One of the sure signs of a solid and stable economy is the foreclosure and delinquency rates for home mortgages. Such rates reported by CoreLogic have fallen to their lowest levels in 12 years for May 2018. 

According to CoreLogic’s Loan Performance Insights report, approximately 4.2% of mortgage were in some stage of delinquency. This most recent report from CoreLogic represents an improvement of 6% on an annual comparative basis. Delinquency is defined as a mortgage or loan obligation 30 days or more past due including those in foreclosure.

Appropriately, the foreclosure inventory continues to dwindle, which also fell 0.2 percentage points from May 2017 to just 0.5% in May this year. The foreclosure inventory rate measures the share of mortgages in some stage of the foreclosure process. This is the lowest inventory rate recorded for any month since September 2006.

Additionally, CoreLogic reported that mortgage delinquencies have slipped from 1.9% of all mortgages in May 2017 to just 1.8% in May 2018. This is clearly the result of the strong U.S. economy which for the second quarter of 2018 reported a white-hot 4.1% rate in the second quarter, its strongest number since 2014. This was the fastest rate of the growth since the 4.9% reported in the third quarter of 2014 and the third-best growth rate since the Great Recession. Also, the Commerce Department upwardly-revised its first-quarter numbers to 2.2% up from the 2% previously reported. 

All of this is contributing to a stronger, more resilient housing market.

Seriously Delinquent
Homes considered to be serious delinquent, or those homes 90 days or more past due including loans in foreclosure, decreased to 1.8% in May, down from 2% the year before.

Natural Disasters
Natural disasters, such as the hurricanes such as those that devastated parts of Texas and Florida in 2017 and the California wildfires, continue drive the foreclosure or delinquency numbers higher.

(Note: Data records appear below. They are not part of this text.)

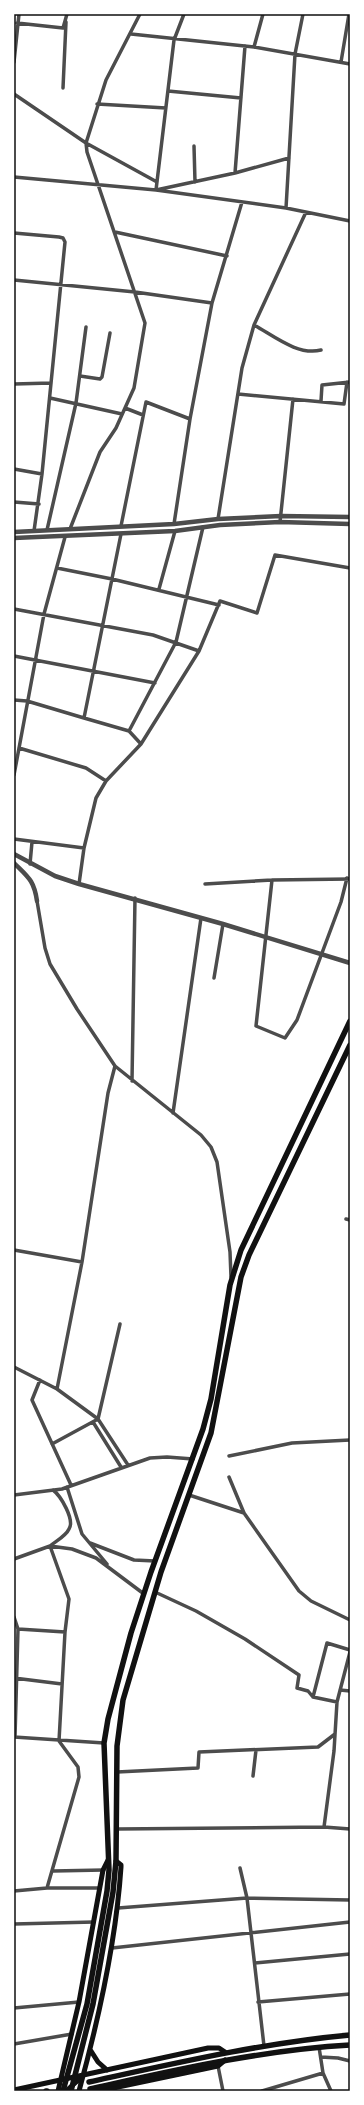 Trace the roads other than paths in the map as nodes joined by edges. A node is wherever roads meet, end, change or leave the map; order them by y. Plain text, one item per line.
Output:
1 (19, 14) edge
2 (67, 14) edge
3 (140, 14) edge
4 (184, 14) edge
5 (263, 14) edge
6 (303, 14) edge
7 (349, 14) edge
8 (66, 22) junction
9 (18, 23) junction
10 (131, 34) junction
11 (174, 40) junction
12 (245, 46) junction
13 (254, 47) junction
14 (295, 54) junction
15 (14, 62) edge
16 (340, 62) junction
17 (350, 64) edge
18 (64, 88) dead end
19 (168, 91) junction
20 (14, 94) edge
21 (241, 98) junction
22 (97, 104) junction
23 (166, 108) junction
24 (86, 142) junction
25 (194, 146) dead end
26 (289, 158) junction
27 (235, 173) junction
28 (14, 177) edge
29 (157, 182) junction
30 (195, 182) junction
31 (99, 186) junction
32 (156, 190) junction
33 (242, 202) junction
34 (286, 208) junction
35 (306, 212) junction
36 (350, 221) edge
37 (115, 232) junction
38 (14, 233) edge
39 (227, 256) junction
40 (14, 280) edge
41 (60, 284) junction
42 (14, 285) edge
43 (135, 292) junction
44 (212, 303) junction
45 (254, 325) junction
46 (86, 327) dead end
47 (110, 332) dead end
48 (321, 350) dead end
49 (80, 376) junction
50 (348, 382) edge
51 (51, 383) junction
52 (14, 384) edge
53 (238, 394) junction
54 (50, 398) junction
55 (293, 399) junction
56 (321, 402) junction
57 (76, 404) junction
58 (125, 408) junction
59 (122, 414) junction
60 (143, 415) junction
61 (190, 419) junction
62 (14, 469) edge
63 (42, 474) junction
64 (14, 502) edge
65 (39, 504) junction
66 (281, 516) junction
67 (350, 517) edge
68 (218, 519) junction
69 (280, 522) junction
70 (174, 524) junction
71 (350, 524) edge
72 (121, 526) junction
73 (203, 527) junction
74 (70, 529) junction
75 (47, 530) junction
76 (34, 531) junction
77 (175, 531) junction
78 (14, 532) edge
79 (121, 534) junction
80 (65, 537) junction
81 (14, 538) edge
82 (57, 568) junction
83 (350, 568) edge
84 (112, 579) junction
85 (159, 590) junction
86 (188, 596) junction
87 (219, 605) junction
88 (14, 609) edge
89 (44, 614) junction
90 (102, 624) junction
91 (176, 642) junction
92 (199, 651) junction
93 (14, 656) edge
94 (35, 660) junction
95 (94, 671) junction
96 (155, 683) junction
97 (14, 700) edge
98 (27, 701) junction
99 (84, 718) junction
100 (129, 731) junction
101 (141, 744) junction
102 (19, 748) junction
103 (14, 775) edge
104 (106, 781) junction
105 (14, 839) edge
106 (32, 842) junction
107 (84, 848) junction
108 (14, 854) edge
109 (14, 863) edge
110 (30, 864) junction
111 (348, 879) edge
112 (272, 880) junction
113 (79, 884) junction
114 (205, 884) dead end
115 (135, 898) junction
116 (37, 901) joint
117 (201, 918) junction
118 (223, 924) junction
119 (267, 938) junction
120 (322, 953) junction
121 (350, 963) edge
122 (214, 978) dead end
123 (350, 1021) edge
124 (350, 1045) edge
125 (115, 1066) junction
126 (132, 1081) junction
127 (173, 1113) junction
128 (14, 1250) edge
129 (241, 1250) junction
130 (249, 1255) junction
131 (82, 1262) junction
132 (231, 1280) junction
133 (120, 1324) dead end
134 (14, 1367) edge
135 (40, 1380) junction
136 (57, 1389) junction
137 (98, 1419) junction
138 (93, 1422) junction
139 (350, 1440) edge
140 (52, 1444) junction
141 (229, 1456) dead end
142 (193, 1459) junction
143 (128, 1465) junction
144 (121, 1467) junction
145 (229, 1477) dead end
146 (69, 1486) junction
147 (53, 1490) junction
148 (14, 1495) edge
149 (189, 1496) junction
150 (244, 1513) junction
151 (89, 1543) junction
152 (50, 1546) junction
153 (14, 1559) edge
154 (155, 1561) junction
155 (111, 1570) junction
156 (155, 1592) junction
157 (144, 1594) junction
158 (14, 1617) edge
159 (350, 1620) edge
160 (18, 1629) junction
161 (65, 1632) junction
162 (350, 1651) edge
163 (16, 1678) edge
164 (62, 1684) junction
165 (340, 1690) junction
166 (350, 1691) edge
167 (313, 1698) junction
168 (337, 1702) junction
169 (335, 1734) junction
170 (15, 1737) edge
171 (59, 1741) junction
172 (104, 1744) junction
173 (256, 1750) junction
174 (116, 1772) junction
175 (254, 1776) dead end
176 (324, 1827) junction
177 (117, 1829) junction
178 (350, 1829) edge
179 (116, 1860) junction
180 (240, 1868) dead end
181 (53, 1871) junction
182 (107, 1871) junction
183 (47, 1888) junction
184 (100, 1888) junction
185 (14, 1891) edge
186 (247, 1898) junction
187 (350, 1900) edge
188 (118, 1908) junction
189 (94, 1922) junction
190 (350, 1922) edge
191 (14, 1924) edge
192 (251, 1932) junction
193 (112, 1948) junction
194 (350, 1954) edge
195 (255, 1963) junction
196 (350, 1994) edge
197 (79, 2002) junction
198 (258, 2002) junction
199 (14, 2008) edge
200 (72, 2034) junction
201 (350, 2035) edge
202 (14, 2044) edge
203 (350, 2045) edge
204 (264, 2046) junction
205 (318, 2047) junction
206 (91, 2051) junction
207 (225, 2052) junction
208 (321, 2057) junction
209 (225, 2060) junction
210 (350, 2061) edge
211 (218, 2066) junction
212 (107, 2070) junction
213 (323, 2073) junction
214 (84, 2075) junction
215 (60, 2081) junction
216 (89, 2082) dead end
217 (90, 2088) dead end
218 (14, 2090) edge
219 (68, 2090) edge
220 (58, 2091) edge
221 (79, 2091) edge
222 (99, 2091) edge
223 (223, 2091) edge
224 (262, 2091) edge
225 (331, 2091) edge

1 - 9 street
2 - 8 street
3 - 10 street
4 - 11 street
5 - 13 street
6 - 14 street
7 - 16 street
8 - 9 street
8 - 18 street
9 - 15 street
10 - 11 street
10 - 22 street
11 - 12 street
11 - 19 street
12 - 13 street
12 - 21 street
13 - 14 street
14 - 16 street
14 - 26 street
16 - 17 street
19 - 21 street
19 - 23 street
20 - 24 street
21 - 27 street
22 - 23 street
22 - 24 street
23 - 29 street
24 - 29 street
24 - 31 street
25 - 30 street
26 - 27 street
26 - 34 street
27 - 30 street
28 - 31 street
29 - 32 street
30 - 32 street
31 - 32 street
31 - 37 street
32 - 33 street
33 - 34 street
33 - 39 street
34 - 35 street
35 - 36 street
35 - 45 street
37 - 39 street
37 - 43 street
38 - 41 street
39 - 44 street
40 - 41 street
40 - 42 street
41 - 43 street
41 - 51 street
43 - 44 street
43 - 58 street
44 - 61 street
45 - 48 street
45 - 53 street
46 - 49 street
47 - 49 street
49 - 57 street
50 - 56 street
50 - 56 street
51 - 52 street
51 - 54 street
53 - 55 street
53 - 68 street
54 - 57 street
54 - 63 street
55 - 56 street
55 - 66 street
57 - 59 street
57 - 75 street
58 - 59 street
58 - 60 street
59 - 74 street
60 - 61 street
60 - 72 street
61 - 70 street
62 - 63 street
63 - 65 street
64 - 65 street
65 - 76 street
66 - 67 street
66 - 68 street
66 - 69 street
68 - 70 street
69 - 71 street
69 - 73 street
70 - 72 street
72 - 74 street
73 - 77 street
73 - 86 street
74 - 75 street
75 - 76 street
76 - 78 street
77 - 79 street
77 - 85 street
79 - 80 street
79 - 84 street
80 - 81 street
80 - 82 street
82 - 84 street
82 - 89 street
83 - 87 street
84 - 85 street
84 - 90 street
85 - 86 street
86 - 87 street
86 - 91 street
87 - 92 street
88 - 89 street
89 - 90 street
89 - 94 street
90 - 91 street
90 - 95 street
91 - 92 street
91 - 96 street
92 - 101 street
93 - 94 street
94 - 95 street
94 - 98 street
95 - 96 street
95 - 99 street
96 - 100 street
97 - 98 street
98 - 99 street
98 - 102 street
99 - 100 street
100 - 101 street
101 - 104 street
102 - 103 street
102 - 104 street
104 - 107 street
105 - 106 street
106 - 107 street
106 - 110 street
107 - 113 street
108 - 110 street
109 - 116 street
110 - 113 street
111 - 112 street
111 - 120 street
112 - 114 street
112 - 119 street
113 - 115 street
115 - 117 street
115 - 126 street
116 - 125 street
117 - 118 street
117 - 127 street
118 - 119 street
118 - 122 street
119 - 120 street
119 - 120 street
120 - 121 street
123 - 129 main road
124 - 130 main road
125 - 126 street
125 - 131 street
126 - 127 street
127 - 132 street
128 - 131 street
129 - 130 main road
129 - 132 main road
130 - 149 main road
131 - 136 street
132 - 142 main road
133 - 137 street
134 - 135 street
135 - 136 street
135 - 140 street
136 - 137 street
137 - 138 street
137 - 143 street
138 - 140 street
138 - 144 street
139 - 141 street
140 - 146 street
142 - 143 street
142 - 154 main road
143 - 144 street
144 - 146 street
145 - 150 street
146 - 147 street
146 - 151 street
147 - 148 street
147 - 152 street
149 - 150 street
149 - 156 main road
150 - 159 street
151 - 154 street
151 - 155 street
152 - 153 street
152 - 155 street
152 - 161 street
154 - 157 main road
155 - 157 street
156 - 167 street
156 - 174 main road
157 - 172 main road
158 - 160 street
160 - 161 street
160 - 163 street
161 - 164 street
162 - 165 street
162 - 167 street
163 - 164 street
163 - 170 street
164 - 171 street
165 - 166 street
165 - 168 street
167 - 168 street
168 - 169 street
169 - 173 street
169 - 176 street
170 - 171 street
171 - 172 street
171 - 181 street
172 - 182 main road
173 - 174 street
173 - 175 street
174 - 177 main road
176 - 177 street
176 - 178 street
177 - 179 main road
179 - 188 main road
179 - 219 main road
180 - 186 street
181 - 182 street
181 - 183 street
182 - 184 main road
182 - 219 main road
183 - 184 street
183 - 185 street
184 - 189 main road
186 - 187 street
186 - 188 street
186 - 192 street
188 - 193 main road
189 - 191 street
189 - 197 main road
190 - 192 street
192 - 193 street
192 - 195 street
193 - 206 main road
194 - 195 street
195 - 198 street
196 - 198 street
197 - 199 street
197 - 200 main road
198 - 204 street
200 - 202 street
200 - 215 main road
201 - 204 main road
203 - 205 main road
204 - 207 main road
205 - 208 street
205 - 209 main road
206 - 212 main road
206 - 214 main road
207 - 212 main road
207 - 216 main road
208 - 210 street
208 - 213 street
209 - 211 main road
209 - 217 main road
211 - 222 main road
211 - 223 street
212 - 214 main road
213 - 224 street
213 - 225 street
214 - 215 main road
214 - 219 main road
214 - 221 main road
215 - 218 main road
215 - 219 main road
215 - 220 main road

The wildfires, “in the West will likely lead to a spike in delinquencies in hard-hit neighborhoods [such as] the wildfire in Santa Rosa last year destroyed or severely damaged more than 5,000 homes,” stated CoreLogic Chief Economist Frank Nothaft. He continued to say, “Delinquency rates rose in the aftermath, and in the ensuing months we observed home-price growth accelerate and sales decline. We will likely see the same scenario unfold in fire-ravaged communities this year.”

Zillow analysts estimate that the damage attributed to the California wildfires could total about $11.15 billion in residential property alone. CoreLogic estimates that over 292,000 acres burned this year.